■ PROBLEM:
In the records below, find the line containing "middle pip: (168, 88)", then reproduce that line and every one after it to the end, exactly and alone.

*** Begin section ***

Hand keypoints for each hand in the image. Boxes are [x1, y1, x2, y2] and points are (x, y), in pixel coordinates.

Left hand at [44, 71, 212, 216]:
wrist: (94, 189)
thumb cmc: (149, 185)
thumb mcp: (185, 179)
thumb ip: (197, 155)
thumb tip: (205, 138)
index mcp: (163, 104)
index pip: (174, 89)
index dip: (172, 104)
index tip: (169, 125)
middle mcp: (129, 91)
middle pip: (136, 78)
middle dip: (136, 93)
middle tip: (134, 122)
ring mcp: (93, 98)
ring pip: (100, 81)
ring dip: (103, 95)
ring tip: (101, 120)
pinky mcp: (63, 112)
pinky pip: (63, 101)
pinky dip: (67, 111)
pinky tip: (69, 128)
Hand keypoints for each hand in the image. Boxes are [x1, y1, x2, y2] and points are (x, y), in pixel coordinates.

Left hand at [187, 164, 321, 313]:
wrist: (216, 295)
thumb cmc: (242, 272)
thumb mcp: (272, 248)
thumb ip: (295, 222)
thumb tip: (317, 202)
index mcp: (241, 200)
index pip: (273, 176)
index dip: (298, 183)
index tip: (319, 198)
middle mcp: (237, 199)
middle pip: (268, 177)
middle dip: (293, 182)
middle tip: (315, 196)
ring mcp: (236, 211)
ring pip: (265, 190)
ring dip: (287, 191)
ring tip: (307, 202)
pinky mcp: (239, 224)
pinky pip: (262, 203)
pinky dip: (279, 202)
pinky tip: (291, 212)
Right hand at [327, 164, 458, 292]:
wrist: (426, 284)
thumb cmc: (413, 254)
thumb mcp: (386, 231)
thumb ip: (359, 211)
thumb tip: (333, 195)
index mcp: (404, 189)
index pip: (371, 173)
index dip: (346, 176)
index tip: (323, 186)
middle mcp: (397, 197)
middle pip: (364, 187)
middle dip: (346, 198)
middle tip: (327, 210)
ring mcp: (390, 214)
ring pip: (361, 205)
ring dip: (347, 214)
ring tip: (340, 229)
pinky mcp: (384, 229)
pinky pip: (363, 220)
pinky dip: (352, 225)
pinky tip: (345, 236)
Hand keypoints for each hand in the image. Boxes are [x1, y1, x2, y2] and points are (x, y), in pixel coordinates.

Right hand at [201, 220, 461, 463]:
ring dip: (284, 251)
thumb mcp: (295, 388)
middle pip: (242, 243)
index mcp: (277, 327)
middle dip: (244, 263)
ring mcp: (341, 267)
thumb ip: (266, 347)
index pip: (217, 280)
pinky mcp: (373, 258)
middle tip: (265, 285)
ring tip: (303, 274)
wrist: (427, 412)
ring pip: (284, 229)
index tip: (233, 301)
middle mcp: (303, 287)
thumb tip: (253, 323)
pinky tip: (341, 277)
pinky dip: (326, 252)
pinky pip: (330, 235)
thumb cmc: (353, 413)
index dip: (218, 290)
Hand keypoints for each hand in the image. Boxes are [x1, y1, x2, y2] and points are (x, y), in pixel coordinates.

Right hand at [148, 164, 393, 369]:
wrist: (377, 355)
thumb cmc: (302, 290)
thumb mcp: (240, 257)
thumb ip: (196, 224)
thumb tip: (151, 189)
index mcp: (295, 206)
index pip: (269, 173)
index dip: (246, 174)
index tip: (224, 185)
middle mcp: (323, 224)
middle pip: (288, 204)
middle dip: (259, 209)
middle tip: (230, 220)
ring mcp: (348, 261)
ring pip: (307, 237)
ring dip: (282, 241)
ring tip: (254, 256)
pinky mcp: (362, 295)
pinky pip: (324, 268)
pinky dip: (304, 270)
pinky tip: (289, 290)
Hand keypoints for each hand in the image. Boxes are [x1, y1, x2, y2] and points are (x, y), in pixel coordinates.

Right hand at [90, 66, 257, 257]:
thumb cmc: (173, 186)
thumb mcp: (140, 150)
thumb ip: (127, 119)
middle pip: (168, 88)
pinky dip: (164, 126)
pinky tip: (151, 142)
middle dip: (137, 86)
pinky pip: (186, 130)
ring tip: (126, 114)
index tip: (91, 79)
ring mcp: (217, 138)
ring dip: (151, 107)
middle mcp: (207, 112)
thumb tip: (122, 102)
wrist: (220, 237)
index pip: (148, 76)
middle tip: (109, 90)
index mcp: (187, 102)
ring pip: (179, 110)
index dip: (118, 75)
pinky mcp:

*** End section ***

■ RESPONSE FOR THIS EXERCISE:
middle pip: (168, 88)
pinky dip: (164, 126)
pinky tip: (151, 142)
middle dip: (137, 86)
pinky pip: (186, 130)
ring tip: (126, 114)
index tip: (91, 79)
ring mcp: (217, 138)
ring dip: (151, 107)
middle mcp: (207, 112)
thumb tip: (122, 102)
wrist: (220, 237)
index pip: (148, 76)
middle tip: (109, 90)
index mcp: (187, 102)
ring pip: (179, 110)
index dip: (118, 75)
pinky mcp:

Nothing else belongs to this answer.